La PCR (▶figura), è un processo ciclico fatto di tappe che si ripetono molte volte:

• i filamenti di DNA a doppia elica, sottoposti a riscaldamento, si separano in filamenti singoli (denaturazione);
• si aggiunge alla soluzione un breve primer sintetizzato artificialmente, insieme ai quattro desossiribonucleosidi trifosfati e alla DNA polimerasi;
• la DNA polimerasi catalizza la produzione di nuovi filamenti complementari.

In pochi minuti, un singolo ciclo può raddoppiare la quantità di DNA presente in soluzione e lo riporta allo stato di doppio filamento. La ripetizione del ciclo per molte volte produce una crescita esponenziale del numero di copie della sequenza di DNA; per questo il processo prende il nome di amplificazione della sequenza.

La tecnica della PCR richiede la conoscenza delle sequenze di basi all’estremità 3' di ciascun filamento della sequenza bersaglio, in modo da costruire in laboratorio il primer complementare, di solito della lunghezza di 15-20 basi. Data la peculiarità di questa sequenza, nel genoma di un organismo di solito ci sarà una sola regione del DNA a cui potranno legarsi due primer di questa lunghezza. Questa specificità, a fronte dell’incredibile diversità del DNA bersaglio, è la chiave della potenza della PCR.

La Taq-polimerasi

All’inizio esisteva un problema con la PCR: i requisiti termici. Per denaturare il DNA, infatti, bisogna scaldarlo a più di 90 °C, una temperatura che distrugge la DNA polimerasi. Se però fosse necessario aggiungere nuova polimerasi dopo ogni ciclo di denaturazione, la PCR sarebbe impraticabile.

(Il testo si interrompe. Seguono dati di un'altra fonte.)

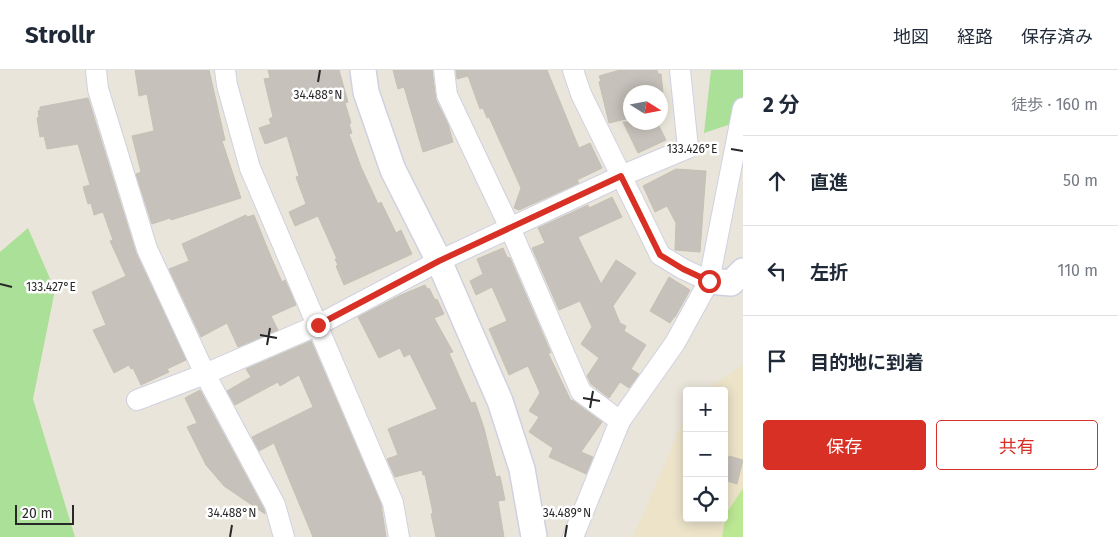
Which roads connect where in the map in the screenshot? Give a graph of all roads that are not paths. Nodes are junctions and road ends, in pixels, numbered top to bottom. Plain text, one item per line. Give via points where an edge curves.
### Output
1 (96, 70) edge
2 (225, 70) edge
3 (363, 70) edge
4 (444, 70) edge
5 (573, 70) edge
6 (680, 70) edge
7 (743, 108) edge
8 (621, 176) junction
9 (510, 228) junction
10 (439, 261) junction
11 (743, 271) edge
12 (709, 281) junction
13 (318, 325) junction
14 (205, 374) junction
15 (137, 400) dead end
16 (620, 421) junction
17 (284, 537) edge
18 (399, 537) edge
19 (534, 537) edge
20 (573, 537) edge

1 - 14 street via 98,89 147,249
2 - 13 street via 226,85 250,168
3 - 10 street via 366,92 393,170
4 - 9 street via 447,95
5 - 8 street via 581,94
6 - 8 street via 688,148
7 - 12 street
8 - 9 street
8 - 12 street via 660,255
9 - 10 street
9 - 16 street via 581,392
10 - 13 street
10 - 19 street via 500,400 522,469
11 - 12 street via 731,283
12 - 16 street via 675,343
13 - 14 street
13 - 18 street via 392,503
14 - 15 street
14 - 17 street via 275,505
16 - 20 street

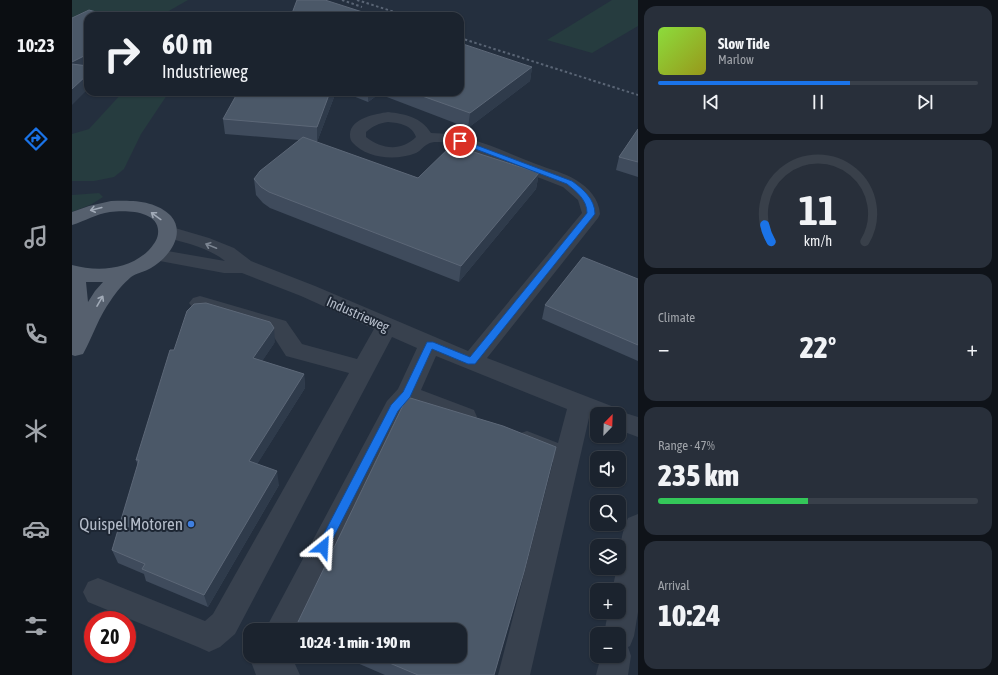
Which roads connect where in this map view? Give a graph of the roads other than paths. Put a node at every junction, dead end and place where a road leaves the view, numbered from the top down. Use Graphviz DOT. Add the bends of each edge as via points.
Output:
graph roads {
  1 [pos="424,138"];
  2 [pos="73,217"];
  3 [pos="168,232"];
  4 [pos="156,255"];
  5 [pos="244,266"];
  6 [pos="125,272"];
  7 [pos="74,273"];
  8 [pos="200,303"];
  9 [pos="386,327"];
  10 [pos="430,345"];
  11 [pos="74,354"];
  12 [pos="472,362"];
  13 [pos="363,370"];
  14 [pos="407,394"];
  15 [pos="580,404"];
  16 [pos="590,408"];
  17 [pos="626,423"];
  18 [pos="487,426"];
  19 [pos="638,427"];
  20 [pos="509,434"];
  21 [pos="567,457"];
  22 [pos="638,526"];
  23 [pos="98,592"];
  24 [pos="284,623"];
  25 [pos="621,627"];
  26 [pos="267,663"];
  27 [pos="615,663"];
  28 [pos="284,675"];
  29 [pos="514,675"];
  30 [pos="612,675"];
  1 -- 12 [label="street" via="460,141 569,183 582,192 591,207 591,214"];
  3 -- 2 [label="main road, one-way" via="164,222 144,208 123,205 100,208"];
  3 -- 4 [label="main road" via="165,244"];
  5 -- 3 [label="street, Industrieweg, one-way" via="227,252"];
  4 -- 5 [label="street, Industrieweg" via="224,267"];
  4 -- 6 [label="main road"];
  5 -- 9 [label="street, Industrieweg" via="308,291"];
  6 -- 7 [label="main road" via="108,276"];
  11 -- 6 [label="main road, one-way" via="102,296"];
  7 -- 11 [label="main road" via="78,296"];
  8 -- 13 [label="street" via="278,326 294,350"];
  9 -- 10 [label="street, Industrieweg"];
  9 -- 13 [label="street"];
  10 -- 12 [label="street, Industrieweg"];
  10 -- 14 [label="street"];
  12 -- 15 [label="street, Industrieweg"];
  13 -- 23 [label="street" via="224,624 209,637"];
  14 -- 18 [label="street"];
  14 -- 24 [label="street" via="394,408"];
  15 -- 16 [label="street, Industrieweg"];
  15 -- 21 [label="street"];
  17 -- 19 [label="street"];
  20 -- 21 [label="street"];
  21 -- 29 [label="street"];
  22 -- 25 [label="street"];
  26 -- 28 [label="street" via="276,673"];
  27 -- 30 [label="street"];
}
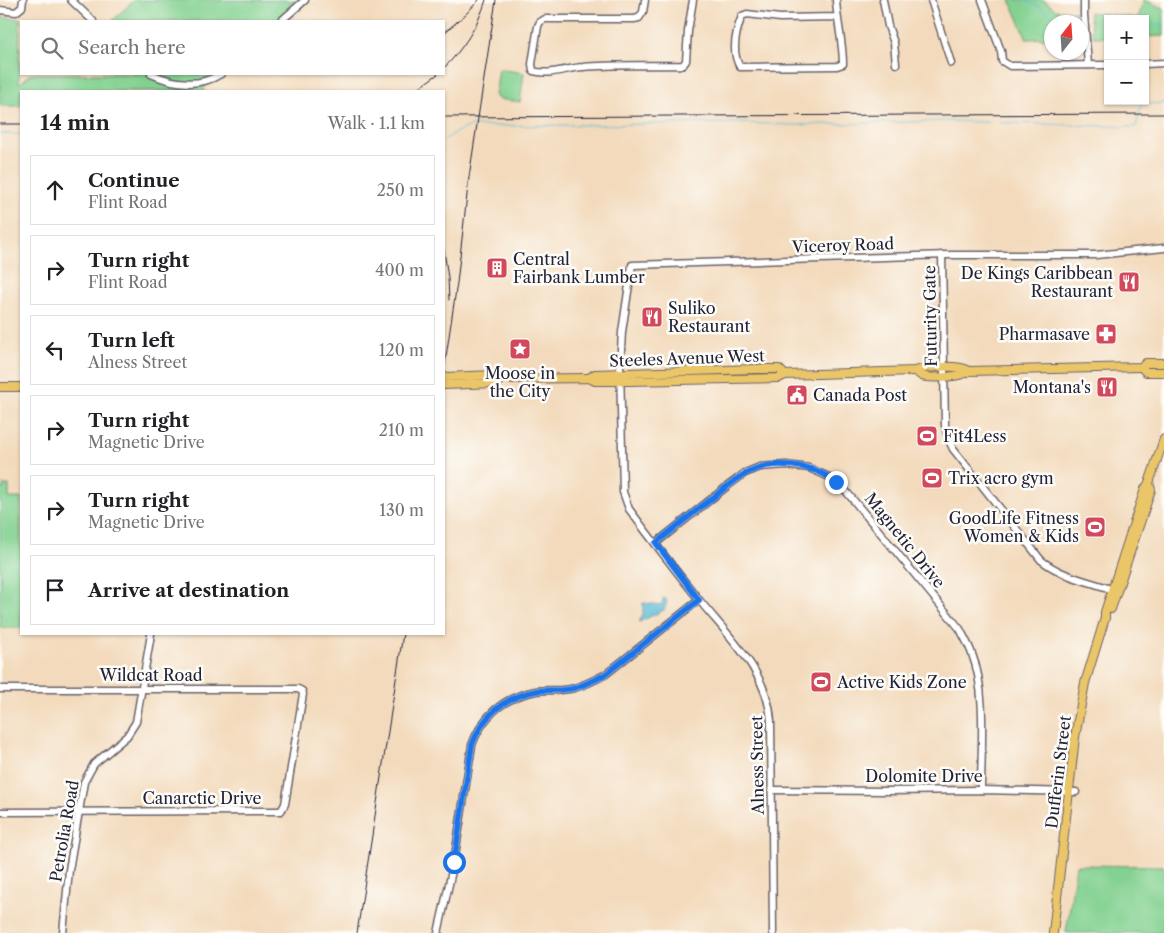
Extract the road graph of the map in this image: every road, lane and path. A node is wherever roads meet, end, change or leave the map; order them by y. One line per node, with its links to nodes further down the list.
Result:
1 (23, 0): 11 (street)
2 (71, 0): 13 (street)
3 (305, 0): 14 (street)
4 (645, 0): 5 (street)
5 (693, 0)
6 (836, 0): 12 (street)
7 (883, 0): 17 (street)
8 (932, 0): 15 (street)
9 (982, 0): 18 (street)
10 (1084, 0): 18 (street)
11 (0, 10)
12 (837, 18): 12 (street)
13 (92, 20)
14 (282, 20)
15 (951, 63)
16 (1164, 63): 20 (street)
17 (896, 64)
18 (1088, 64): 19 (street)
19 (1104, 64)
20 (1149, 64)
21 (153, 75): 22 (street)
22 (219, 75)
23 (1164, 248): 24 (street, Viceroy Road)
24 (942, 256): 26 (street, Futurity Gate); 35 (street, Viceroy Road)
25 (1164, 363): 27 (main road, Steeles Avenue West)
26 (944, 367): 29 (main road, Steeles Avenue West); 30 (main road, Steeles Avenue West); 34 (street, Futurity Gate)
27 (1141, 367): 29 (main road, Steeles Avenue West); 31 (main road, Steeles Avenue West)
28 (756, 369): 32 (main road, Steeles Avenue West); 35 (main road, Steeles Avenue West); 36 (main road)
29 (969, 371): 34 (main road, Steeles Avenue West)
30 (916, 372): 32 (main road, Steeles Avenue West); 34 (main road, Steeles Avenue West)
31 (1164, 372)
32 (784, 375): 36 (main road, Steeles Avenue West)
33 (445, 376): 37 (main road, Steeles Avenue West)
34 (944, 376): 43 (street, Futurity Gate)
35 (620, 378): 36 (main road, Steeles Avenue West); 37 (main road, Steeles Avenue West); 42 (street, Alness Street)
36 (756, 378)
37 (503, 380): 38 (main road, Steeles Avenue West)
38 (445, 385)
39 (0, 387): 40 (main road)
40 (20, 387)
41 (1164, 439): 43 (main road, Dufferin Street)
42 (656, 543): 44 (street, Alness Street); 50 (street, Magnetic Drive)
43 (1115, 590): 51 (main road, Dufferin Street)
44 (699, 600): 49 (street, Alness Street); 55 (street)
45 (151, 635): 47 (street, Petrolia Road)
46 (0, 689): 47 (street, Wildcat Road)
47 (142, 689): 48 (street, Wildcat Road); 53 (street, Petrolia Road)
48 (302, 691): 53 (street, Canarctic Drive)
49 (772, 790): 50 (street, Dolomite Drive); 56 (street, Alness Street)
50 (981, 790): 51 (street, Dolomite Drive)
51 (1072, 792): 57 (main road, Dufferin Street)
52 (0, 812): 53 (street, Canarctic Drive)
53 (79, 812): 54 (street, Petrolia Road)
54 (63, 933)
55 (438, 933)
56 (773, 933)
57 (1053, 933)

Il problema è stato risolto dalla natura: in alcuni geyser, come anche in altre sorgenti termali, vive un batterio chiamato Thermus aquaticus. Portando avanti una ricerca di base, Thomas Brock e i suoi collaboratori scoprirono che questo organismo poteva sopravvivere a temperature fino a 95 °C grazie a un apparato metabolico termoresistente, completo di una DNA polimerasi (chiamata Taq polimerasi o polimerasi termostabile) che non si denatura ad alte temperature. In questo modo è possibile compiere più cicli di PCR.

Dopo aver letto l’articolo di Brock, il biochimico statunitense Kary Mullis pensò di usare la Taq polimerasi per la PCR; l’idea funzionò, tanto da fruttargli il premio Nobel nel 1983. Da allora, la PCR ha avuto grande importanza nella ricerca genetica e trova tuttora straordinarie applicazioni.